A conversation starter for sure…
How could it not be? The tagline of my coaching business is, “Practical spirituality is the big missing piece of the mental wellbeing puzzle.” And I can assure you, few topics come up more during coaching sessions and workshops than life purpose, the purpose of life, and “Why on Earth am I here on Earth?”
Indeed, in today’s tumultuous world, purpose – and the lack thereof – is forever on the mind of many people. The quest for purpose and meaning has been a constant theme in my own life, too. Why did I have to endure childhood sexual abuse? Why did I have to grow up in the shadow of my older and more academic brother? Why did Sabena, the Belgian national airline I loved working for (after months of searching for meaningful employment) have to go under? What was I meant to be doing with my life? And how could I find out?
As it turned out, I had spent the best part of my earlier life looking for my life purpose, only to realise one day I had been living it all along…

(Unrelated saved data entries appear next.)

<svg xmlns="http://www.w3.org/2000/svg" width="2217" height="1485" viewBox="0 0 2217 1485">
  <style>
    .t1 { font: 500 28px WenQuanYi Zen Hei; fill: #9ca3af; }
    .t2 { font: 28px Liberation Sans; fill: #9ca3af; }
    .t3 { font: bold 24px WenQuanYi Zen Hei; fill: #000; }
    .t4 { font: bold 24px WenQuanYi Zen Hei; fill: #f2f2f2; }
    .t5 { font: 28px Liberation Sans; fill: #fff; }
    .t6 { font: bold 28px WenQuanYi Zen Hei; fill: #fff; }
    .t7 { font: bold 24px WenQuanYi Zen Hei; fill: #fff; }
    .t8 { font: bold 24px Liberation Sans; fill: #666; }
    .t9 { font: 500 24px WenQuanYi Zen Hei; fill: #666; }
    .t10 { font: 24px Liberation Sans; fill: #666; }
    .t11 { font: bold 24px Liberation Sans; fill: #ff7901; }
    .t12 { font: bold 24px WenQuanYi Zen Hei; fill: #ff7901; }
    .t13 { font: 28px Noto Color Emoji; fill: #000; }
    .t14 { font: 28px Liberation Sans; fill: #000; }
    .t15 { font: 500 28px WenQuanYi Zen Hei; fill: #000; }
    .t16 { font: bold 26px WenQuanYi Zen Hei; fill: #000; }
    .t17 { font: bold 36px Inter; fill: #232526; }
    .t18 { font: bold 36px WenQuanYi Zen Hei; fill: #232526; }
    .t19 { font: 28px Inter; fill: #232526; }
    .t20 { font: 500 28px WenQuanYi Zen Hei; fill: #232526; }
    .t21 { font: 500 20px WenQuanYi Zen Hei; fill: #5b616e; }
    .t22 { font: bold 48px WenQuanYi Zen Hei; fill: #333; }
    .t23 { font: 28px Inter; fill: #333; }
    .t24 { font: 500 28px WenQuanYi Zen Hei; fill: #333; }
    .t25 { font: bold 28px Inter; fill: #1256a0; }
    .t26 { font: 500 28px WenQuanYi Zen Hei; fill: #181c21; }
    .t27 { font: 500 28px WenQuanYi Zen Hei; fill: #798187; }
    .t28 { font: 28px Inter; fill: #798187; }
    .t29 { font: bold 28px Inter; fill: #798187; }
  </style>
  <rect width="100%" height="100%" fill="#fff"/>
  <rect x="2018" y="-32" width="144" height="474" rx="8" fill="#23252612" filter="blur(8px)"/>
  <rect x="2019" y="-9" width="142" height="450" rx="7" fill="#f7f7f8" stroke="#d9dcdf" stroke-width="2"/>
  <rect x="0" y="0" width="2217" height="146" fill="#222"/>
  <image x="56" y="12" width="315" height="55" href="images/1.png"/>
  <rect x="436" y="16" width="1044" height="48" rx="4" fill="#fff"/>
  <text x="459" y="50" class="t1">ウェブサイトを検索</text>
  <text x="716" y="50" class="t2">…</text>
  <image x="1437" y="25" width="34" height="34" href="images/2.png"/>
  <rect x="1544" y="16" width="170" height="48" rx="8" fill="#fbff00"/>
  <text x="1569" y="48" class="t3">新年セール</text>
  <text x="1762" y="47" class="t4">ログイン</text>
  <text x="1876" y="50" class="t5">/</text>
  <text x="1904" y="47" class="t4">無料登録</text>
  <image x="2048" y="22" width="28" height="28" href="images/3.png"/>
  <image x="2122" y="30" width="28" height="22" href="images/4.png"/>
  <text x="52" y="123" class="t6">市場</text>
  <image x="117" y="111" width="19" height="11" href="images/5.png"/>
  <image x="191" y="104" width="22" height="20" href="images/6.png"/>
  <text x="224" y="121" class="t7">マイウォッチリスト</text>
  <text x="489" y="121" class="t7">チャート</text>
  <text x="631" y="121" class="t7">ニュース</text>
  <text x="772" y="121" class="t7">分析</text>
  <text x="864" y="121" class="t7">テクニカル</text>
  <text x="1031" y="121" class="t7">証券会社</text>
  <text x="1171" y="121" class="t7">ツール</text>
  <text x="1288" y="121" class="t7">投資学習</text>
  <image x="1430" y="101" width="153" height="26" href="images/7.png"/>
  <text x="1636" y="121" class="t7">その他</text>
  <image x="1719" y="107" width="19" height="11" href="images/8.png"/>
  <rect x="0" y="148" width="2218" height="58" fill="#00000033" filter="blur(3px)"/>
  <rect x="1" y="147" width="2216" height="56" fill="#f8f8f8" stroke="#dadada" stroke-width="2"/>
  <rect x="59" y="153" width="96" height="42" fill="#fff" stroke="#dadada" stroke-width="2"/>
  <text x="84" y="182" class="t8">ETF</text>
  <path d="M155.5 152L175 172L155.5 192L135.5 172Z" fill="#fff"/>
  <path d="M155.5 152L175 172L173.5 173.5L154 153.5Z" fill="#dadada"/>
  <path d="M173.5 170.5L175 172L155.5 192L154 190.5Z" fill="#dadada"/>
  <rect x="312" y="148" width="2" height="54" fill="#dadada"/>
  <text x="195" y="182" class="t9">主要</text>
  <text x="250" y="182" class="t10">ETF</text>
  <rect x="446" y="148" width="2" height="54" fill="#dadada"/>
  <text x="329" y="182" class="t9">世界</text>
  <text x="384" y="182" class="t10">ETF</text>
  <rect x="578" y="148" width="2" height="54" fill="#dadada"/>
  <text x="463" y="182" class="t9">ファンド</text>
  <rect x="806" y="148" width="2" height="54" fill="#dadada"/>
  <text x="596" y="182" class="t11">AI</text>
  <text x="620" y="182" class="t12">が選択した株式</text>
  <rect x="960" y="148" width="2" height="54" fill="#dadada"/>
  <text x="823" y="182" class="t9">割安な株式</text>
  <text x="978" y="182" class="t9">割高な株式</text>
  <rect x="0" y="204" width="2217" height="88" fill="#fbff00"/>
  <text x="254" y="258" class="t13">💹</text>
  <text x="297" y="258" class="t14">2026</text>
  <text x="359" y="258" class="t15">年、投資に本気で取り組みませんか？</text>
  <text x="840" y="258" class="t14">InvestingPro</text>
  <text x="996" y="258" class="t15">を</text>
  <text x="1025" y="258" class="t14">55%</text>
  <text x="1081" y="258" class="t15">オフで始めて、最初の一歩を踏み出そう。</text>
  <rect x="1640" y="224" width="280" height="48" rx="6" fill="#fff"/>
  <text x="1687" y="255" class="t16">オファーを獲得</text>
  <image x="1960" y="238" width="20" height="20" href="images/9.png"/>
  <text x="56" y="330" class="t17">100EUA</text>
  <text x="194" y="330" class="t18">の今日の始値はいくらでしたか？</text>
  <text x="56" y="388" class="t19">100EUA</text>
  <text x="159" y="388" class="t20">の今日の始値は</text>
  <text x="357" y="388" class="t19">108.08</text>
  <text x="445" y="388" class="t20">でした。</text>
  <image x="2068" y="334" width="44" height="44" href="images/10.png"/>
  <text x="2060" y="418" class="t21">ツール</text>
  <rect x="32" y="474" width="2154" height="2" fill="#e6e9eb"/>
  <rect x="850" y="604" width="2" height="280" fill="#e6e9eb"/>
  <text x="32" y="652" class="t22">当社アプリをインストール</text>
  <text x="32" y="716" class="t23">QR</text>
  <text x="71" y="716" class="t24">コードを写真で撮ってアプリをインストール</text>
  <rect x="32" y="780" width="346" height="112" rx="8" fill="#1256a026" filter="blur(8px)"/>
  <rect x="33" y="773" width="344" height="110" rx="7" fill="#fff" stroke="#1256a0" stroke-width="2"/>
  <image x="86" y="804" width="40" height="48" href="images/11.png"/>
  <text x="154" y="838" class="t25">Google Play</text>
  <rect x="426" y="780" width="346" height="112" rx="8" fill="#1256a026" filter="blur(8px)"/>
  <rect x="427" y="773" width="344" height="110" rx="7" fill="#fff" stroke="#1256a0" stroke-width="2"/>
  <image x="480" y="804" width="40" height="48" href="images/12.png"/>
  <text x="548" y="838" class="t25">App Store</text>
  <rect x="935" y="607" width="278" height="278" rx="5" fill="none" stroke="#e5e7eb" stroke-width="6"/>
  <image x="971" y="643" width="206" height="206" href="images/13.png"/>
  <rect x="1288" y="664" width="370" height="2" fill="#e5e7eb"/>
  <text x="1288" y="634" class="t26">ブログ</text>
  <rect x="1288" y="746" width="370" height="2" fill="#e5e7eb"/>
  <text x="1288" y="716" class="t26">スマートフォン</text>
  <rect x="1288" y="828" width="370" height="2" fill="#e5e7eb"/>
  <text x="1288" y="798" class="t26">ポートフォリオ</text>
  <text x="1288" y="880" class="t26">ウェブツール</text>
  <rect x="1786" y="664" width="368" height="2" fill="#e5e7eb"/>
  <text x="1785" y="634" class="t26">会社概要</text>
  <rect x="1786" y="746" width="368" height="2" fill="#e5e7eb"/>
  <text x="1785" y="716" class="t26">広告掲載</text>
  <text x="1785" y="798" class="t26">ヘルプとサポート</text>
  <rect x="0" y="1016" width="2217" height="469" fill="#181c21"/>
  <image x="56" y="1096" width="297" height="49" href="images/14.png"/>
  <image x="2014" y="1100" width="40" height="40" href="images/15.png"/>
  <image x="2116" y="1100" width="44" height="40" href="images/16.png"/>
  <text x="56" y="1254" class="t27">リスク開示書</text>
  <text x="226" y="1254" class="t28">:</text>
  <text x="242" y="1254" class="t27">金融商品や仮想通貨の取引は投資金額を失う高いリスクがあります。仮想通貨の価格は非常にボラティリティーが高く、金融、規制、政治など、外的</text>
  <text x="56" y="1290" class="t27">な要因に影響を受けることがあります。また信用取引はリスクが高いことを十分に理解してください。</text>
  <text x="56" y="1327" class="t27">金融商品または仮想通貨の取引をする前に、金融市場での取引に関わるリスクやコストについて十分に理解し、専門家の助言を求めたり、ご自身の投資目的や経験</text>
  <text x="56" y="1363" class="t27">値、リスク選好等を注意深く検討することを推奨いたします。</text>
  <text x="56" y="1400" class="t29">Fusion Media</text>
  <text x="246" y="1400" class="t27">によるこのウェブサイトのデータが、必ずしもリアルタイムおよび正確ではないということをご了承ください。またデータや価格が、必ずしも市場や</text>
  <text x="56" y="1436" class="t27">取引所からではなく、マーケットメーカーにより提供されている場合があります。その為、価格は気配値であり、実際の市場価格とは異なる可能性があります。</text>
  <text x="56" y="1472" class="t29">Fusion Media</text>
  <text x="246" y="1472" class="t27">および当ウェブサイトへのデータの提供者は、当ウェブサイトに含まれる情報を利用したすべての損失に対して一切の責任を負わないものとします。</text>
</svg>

Back in 2002, when I moved from Belgium to the UK, I worked for Japan Airlines as cabin crew (based at Heathrow airport) for two years – a wonderful experience. Japan truly is a beautiful country and has the most interesting culture to boot. My flying days may be long behind me, my love of the country remains strong. I am delighted to see so many intriguing Japanese concepts find their way into our Western world of personal development. From mindfulness to accepting our flaws, from treasuring fleeting encounters with strangers to forest bathing, from living life on purpose to embracing transience and imperfection… Japan offers a compelling approach to many conventional self-improvement and stress management topics.
But therein lies the danger…
Just because these concepts are (commercially) packaged nicely (by us, not the Japanese), doesn’t mean they are some kind of magic formula. They need to be treated with the respect they deserve. This requires lifelong study, patience and careful application. After all, the true meaning of many Japanese concepts – their essence – goes far beyond the translation of the actual word(s). It’s no different when it comes to ikigai.
In the West, ikigai is most commonly represented as the intersection of four circles, each referring to one of the following components: What you are good at, what you love, what the world needs, and what you can get paid/rewarded for.
I believe this 4-circle Venn diagram can be a useful personal development tool. It’s good to reflect on the level of presence and influence of those four components in your life and career.
I am pretty sure this model doesn’t claim to be the ultimate silver bullet for finding your ikigai though, and it’s sensible to keep an open mind. Here are two reasons why:
1) Just because you meet these four criteria doesn’t mean you have found your ikigai and 2) you can live your ikigai without one or more of the criteria being present.
I know plenty of successful executives who tick all four boxes and yet their real ikigai has nothing to do with business. Some love to assemble soapbox race cars in the garden shed with friends on the weekend. Others come fully alive when they do charitable work whilst on annual leave.
The world has recently celebrated the 50th anniversary of the Apollo 11 Moon landing. Was Neil Armstrong’s ikigai to be an astronaut? What if it was something entirely different, such as being a father to his kids? You get the idea.
Ikigai is a combination of two Japanese words: iki and gai. Generally speaking, iki means life and gai means worth. Or value. Or purpose. Or result. And that’s the problem, right there. Our desire to translate literally, to deconstruct, to put beautiful and spiritual concepts into boxes, or indeed, Venn diagrams.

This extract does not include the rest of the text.